Photo by Sara Catterall

Photo by Sara Catterall


Whenever I asked about my twin brother, my mother would explain that he was buried under the patio at the back of the house. I found this quite comforting, and I used to enjoy the barbecues we had there, feeling that at least the four of us were all together as a family.

However, as I grew older, Billy began to annoy me. My mother would often say to me that he would have been quicker at mental arithmetic than I was, or that he would have played the Appassionata Sonata with more feeling, or that he would have won the school steeplechase instead of ambling in at the back of the field.

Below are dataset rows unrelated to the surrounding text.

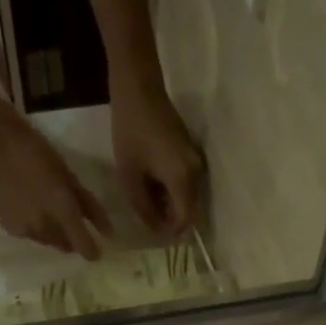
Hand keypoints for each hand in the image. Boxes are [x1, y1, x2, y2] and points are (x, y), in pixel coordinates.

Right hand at [0, 108, 112, 259]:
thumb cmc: (38, 154)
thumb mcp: (69, 177)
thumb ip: (90, 207)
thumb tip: (108, 231)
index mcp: (63, 211)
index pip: (82, 245)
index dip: (92, 251)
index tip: (97, 251)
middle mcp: (45, 227)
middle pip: (65, 246)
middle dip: (71, 238)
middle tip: (70, 220)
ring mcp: (26, 230)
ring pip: (48, 242)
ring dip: (54, 234)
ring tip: (48, 212)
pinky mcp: (11, 229)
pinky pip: (31, 236)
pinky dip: (36, 228)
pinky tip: (30, 210)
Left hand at [110, 82, 202, 239]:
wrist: (139, 87)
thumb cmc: (130, 131)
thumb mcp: (129, 176)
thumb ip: (143, 208)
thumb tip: (156, 229)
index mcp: (183, 179)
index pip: (186, 220)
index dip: (172, 232)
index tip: (154, 236)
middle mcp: (196, 173)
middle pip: (190, 210)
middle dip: (170, 220)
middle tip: (146, 220)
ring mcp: (196, 161)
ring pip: (187, 197)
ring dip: (170, 205)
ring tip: (145, 202)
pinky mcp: (190, 153)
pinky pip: (185, 182)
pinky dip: (171, 190)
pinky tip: (151, 185)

"If Billy's so fucking brilliant, how come he's dead, then?" I said without thinking. I recoiled from the anticipated slap, but it never came. Instead, she flushed, and an odd look came into her eye. She looked at my father as if for approval, and he gave the slightest of nods.

She explained that Billy wasn't really dead at all. Instead, he had been chosen to take part in an important but highly secret government project to test out the validity of Einstein's theory of relativity. He had been sent off to space in a rocket that flew close to the speed of light, and when we were reunited on his return, we would be taken to a laboratory and compared to see if our differences could have been predicted by the theory.

"So when's he coming back?" I said.

My father explained that, unfortunately, this was still classified information. But I was satisfied with what I had learned. I had, after all, established an important principle: that in order to get at the truth, it is sometimes necessary to risk hurting the ones we love.